November 18, 2009
Priest’s book explores ‘Why Didn’t God Answer My Prayer?’
By Roxanne King
It’s a question we’ve all heard or asked ourselves, “Why didn’t God answer my prayer?”
Father John Krenzke, chaplain to the Archdiocese of Denver’s permanent diaconate program, responds to that question in a paperback recently released by St. Walburga Press and available at Catholic goods stores now.
Father Krenzke, 78, a former Denver Catholic Register columnist, has served as a parish priest, prison chaplain, teacher and pilgrimage leader in his 50 years of priestly ministry. A resident of Denver, he is also the author of “Scriptural Way of the Cross,” a devotional which was reprinted by St. Walburga Press last year.
The title of his new book, “Why Didn’t God Answer My Prayer?” came from faithful he served on retreats who would often ask why God didn’t answer a supplication they had made in faith.
“I could not give a facile answer like ‘Maybe you didn’t have enough faith’ or ‘God said no,’” Father Krenzke said. “It was important for me to look at the Scriptures, particularly the Gospels, and see what they had to say on prayer and about God answering prayer. The book is a response to that.”
The slender volume principally explores the Gospel of St. Luke.
“There is a particular section there that is an instruction Jesus gives on prayer and in it we find why, not all the reasons, but why prayers aren’t answered,” Father Krenzke said. “There is no fault on God’s part; the fault is on our part because we do not pray as we have been instructed to pray.”
The priest stressed that the book is not actually “an answer book,” rather, he said, its premise is that “God responds to our needs as long as we follow through the teaching on prayer that Jesus gives in the Gospel.”
The book, therefore, shares the discernment process given in the Scriptures for prayer.
“Prayer is a search to do God’s will,” Father Krenzke explained, “and God’s will is that we be blessed in all the circumstances of our lives, including the very difficult ones: tragedies, disappointments and dreams unfulfilled.”
“Why Didn’t God Answer My Prayer?” includes examples of prayer requests and the procedures that were suggested that set the person on a new path. One such case is a common one: a parent frustrated that their grown child no longer practices the Catholic faith.
“A mother came to me and said that she prayed for her son to go back to Mass,” Father Krenzke recalled. “She said, ‘I have prayed and prayed and nothing has happened. Why didn’t God answer my prayer?’”
Asked by the priest to explore her motive for the plea, the woman realized she wanted her son to attend Mass so she wouldn’t feel she had failed to pass on the faith.
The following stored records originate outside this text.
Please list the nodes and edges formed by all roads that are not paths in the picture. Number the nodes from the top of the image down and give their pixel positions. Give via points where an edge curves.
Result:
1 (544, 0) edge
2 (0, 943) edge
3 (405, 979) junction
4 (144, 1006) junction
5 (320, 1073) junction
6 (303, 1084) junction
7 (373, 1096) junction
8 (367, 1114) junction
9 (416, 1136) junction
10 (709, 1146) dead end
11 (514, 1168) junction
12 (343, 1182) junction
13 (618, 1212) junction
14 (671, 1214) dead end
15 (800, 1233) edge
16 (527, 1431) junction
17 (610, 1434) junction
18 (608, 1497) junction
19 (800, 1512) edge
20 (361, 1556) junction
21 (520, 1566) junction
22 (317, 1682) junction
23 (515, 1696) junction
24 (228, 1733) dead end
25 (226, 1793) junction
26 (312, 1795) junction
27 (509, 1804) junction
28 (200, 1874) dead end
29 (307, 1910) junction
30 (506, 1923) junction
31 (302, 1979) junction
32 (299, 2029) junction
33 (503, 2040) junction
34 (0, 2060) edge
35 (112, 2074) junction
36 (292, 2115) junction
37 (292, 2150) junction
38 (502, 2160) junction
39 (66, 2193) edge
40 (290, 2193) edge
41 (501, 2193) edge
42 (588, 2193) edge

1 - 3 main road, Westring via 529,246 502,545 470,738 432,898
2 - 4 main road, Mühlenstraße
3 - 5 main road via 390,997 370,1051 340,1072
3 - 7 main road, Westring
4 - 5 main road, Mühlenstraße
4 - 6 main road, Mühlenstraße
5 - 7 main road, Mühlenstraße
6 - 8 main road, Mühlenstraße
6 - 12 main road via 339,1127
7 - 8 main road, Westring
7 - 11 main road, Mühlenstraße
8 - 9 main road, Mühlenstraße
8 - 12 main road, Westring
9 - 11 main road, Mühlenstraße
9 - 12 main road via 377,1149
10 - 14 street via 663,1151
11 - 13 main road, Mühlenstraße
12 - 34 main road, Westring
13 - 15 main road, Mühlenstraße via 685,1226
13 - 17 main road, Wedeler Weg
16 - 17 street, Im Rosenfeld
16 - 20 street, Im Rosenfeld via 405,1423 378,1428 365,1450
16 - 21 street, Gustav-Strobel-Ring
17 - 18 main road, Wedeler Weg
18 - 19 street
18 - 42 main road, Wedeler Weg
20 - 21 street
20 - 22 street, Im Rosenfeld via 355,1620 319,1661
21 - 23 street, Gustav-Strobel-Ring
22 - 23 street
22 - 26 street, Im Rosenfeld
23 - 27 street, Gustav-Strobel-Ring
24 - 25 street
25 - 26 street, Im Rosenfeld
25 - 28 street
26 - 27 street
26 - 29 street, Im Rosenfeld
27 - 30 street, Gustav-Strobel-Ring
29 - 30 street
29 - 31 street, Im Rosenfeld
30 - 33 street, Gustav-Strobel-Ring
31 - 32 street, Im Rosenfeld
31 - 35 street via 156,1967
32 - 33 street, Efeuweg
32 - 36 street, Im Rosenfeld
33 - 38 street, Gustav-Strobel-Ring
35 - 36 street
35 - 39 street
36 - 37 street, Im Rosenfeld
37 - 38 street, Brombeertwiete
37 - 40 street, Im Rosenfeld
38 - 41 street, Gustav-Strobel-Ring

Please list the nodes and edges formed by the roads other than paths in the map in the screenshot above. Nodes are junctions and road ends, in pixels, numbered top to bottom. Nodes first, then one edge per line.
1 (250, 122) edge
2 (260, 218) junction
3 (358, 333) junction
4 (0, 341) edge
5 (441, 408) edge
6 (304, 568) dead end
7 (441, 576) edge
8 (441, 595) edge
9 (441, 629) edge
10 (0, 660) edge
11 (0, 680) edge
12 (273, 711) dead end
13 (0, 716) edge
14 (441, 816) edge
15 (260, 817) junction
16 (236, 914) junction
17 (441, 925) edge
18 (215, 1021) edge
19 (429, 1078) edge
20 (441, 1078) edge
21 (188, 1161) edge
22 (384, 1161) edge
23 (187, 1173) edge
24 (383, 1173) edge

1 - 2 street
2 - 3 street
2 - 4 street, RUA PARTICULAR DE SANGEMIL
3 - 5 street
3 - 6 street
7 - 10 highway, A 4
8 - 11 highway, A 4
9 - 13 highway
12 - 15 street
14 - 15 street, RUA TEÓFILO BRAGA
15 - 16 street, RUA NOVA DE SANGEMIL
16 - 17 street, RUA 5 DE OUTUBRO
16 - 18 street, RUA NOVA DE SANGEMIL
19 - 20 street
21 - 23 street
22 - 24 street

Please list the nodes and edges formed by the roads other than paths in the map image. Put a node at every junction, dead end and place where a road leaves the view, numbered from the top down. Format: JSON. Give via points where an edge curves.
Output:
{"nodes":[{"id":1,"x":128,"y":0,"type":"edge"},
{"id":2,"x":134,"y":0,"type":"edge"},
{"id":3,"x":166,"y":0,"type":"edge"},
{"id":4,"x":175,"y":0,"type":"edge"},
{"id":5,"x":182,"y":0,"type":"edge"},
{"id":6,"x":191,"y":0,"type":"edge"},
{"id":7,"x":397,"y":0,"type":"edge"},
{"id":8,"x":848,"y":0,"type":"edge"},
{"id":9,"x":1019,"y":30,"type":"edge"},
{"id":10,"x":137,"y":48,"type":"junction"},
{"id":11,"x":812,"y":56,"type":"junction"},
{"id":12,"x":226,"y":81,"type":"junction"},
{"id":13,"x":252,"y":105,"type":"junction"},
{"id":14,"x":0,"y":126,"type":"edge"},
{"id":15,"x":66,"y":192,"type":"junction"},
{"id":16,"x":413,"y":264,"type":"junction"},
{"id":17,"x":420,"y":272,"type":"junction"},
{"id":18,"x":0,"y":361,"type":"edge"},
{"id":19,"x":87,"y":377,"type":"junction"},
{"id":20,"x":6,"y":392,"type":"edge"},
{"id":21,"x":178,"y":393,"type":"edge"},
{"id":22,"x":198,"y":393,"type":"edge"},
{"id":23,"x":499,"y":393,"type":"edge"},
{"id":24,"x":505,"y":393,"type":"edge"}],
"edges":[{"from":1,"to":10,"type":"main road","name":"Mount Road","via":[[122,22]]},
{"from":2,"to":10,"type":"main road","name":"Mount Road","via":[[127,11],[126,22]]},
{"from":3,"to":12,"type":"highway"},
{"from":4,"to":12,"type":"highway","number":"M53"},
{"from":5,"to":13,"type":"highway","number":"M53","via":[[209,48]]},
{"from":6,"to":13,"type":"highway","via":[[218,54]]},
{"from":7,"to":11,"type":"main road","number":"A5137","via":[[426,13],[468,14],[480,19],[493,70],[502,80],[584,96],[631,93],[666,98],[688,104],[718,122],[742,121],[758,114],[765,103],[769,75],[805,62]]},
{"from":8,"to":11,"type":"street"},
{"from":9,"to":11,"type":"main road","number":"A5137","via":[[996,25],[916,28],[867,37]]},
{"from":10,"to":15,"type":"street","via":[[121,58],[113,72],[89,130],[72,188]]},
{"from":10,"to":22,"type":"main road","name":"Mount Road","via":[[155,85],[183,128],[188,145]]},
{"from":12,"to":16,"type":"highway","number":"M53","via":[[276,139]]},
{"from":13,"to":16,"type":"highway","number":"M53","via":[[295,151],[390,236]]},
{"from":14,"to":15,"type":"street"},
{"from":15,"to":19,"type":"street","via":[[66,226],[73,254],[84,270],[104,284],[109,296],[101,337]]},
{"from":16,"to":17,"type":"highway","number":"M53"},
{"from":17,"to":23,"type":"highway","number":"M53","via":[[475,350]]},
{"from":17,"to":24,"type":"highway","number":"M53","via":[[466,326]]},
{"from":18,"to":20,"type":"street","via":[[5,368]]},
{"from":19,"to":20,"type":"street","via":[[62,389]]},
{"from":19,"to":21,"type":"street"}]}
At the priest’s suggestion she began to pray instead that her son would come to know and love Jesus Christ. She later joyfully reported back that she had changed her prayer and was seeing a change in her son.
“When children become adults they have to be responsible for their faith,” Father Krenzke said. “Parents need to pray for God’s mercy for them because they need conversion—not just to go back to Church.”
In the book, the priest also addresses models of prayer that are contrary to Gospel teaching, including one novena that claims “never to have been known to fail.”
“The prayer that’s never been known to fail,” Father Krenzke asserted, “is the Our Father.”
When novenas begin requiring steps one should take in addition to praying, they become superstition, the priest said.
“That’s nonsense,” Father Krenzke said of one novena that instructs the person to make a certain number of copies of the prayer, distribute them and publish a statement of gratitude after the prayer has been answered.
The faithful can take heart, Father Krenzke said, that if one prays according to the teaching given in the Scriptures they are assured of a blessing.
“In Luke’s Gospel, Christ says, ‘Ask and it will be given to you. Search and you will find. Knock and the door will be opened to you,’” he emphasized. “Now please notice that’s a promise; it’s not ‘Ask and sometimes you’ll hear. Search and maybe you will find. Knock and sometimes the door will be opened.’ They are definites.
“You will, you will, you will,” he stressed. “Jesus’ words are very assuring and Jesus does not go back on his promises. That’s the heart of Luke’s teaching.”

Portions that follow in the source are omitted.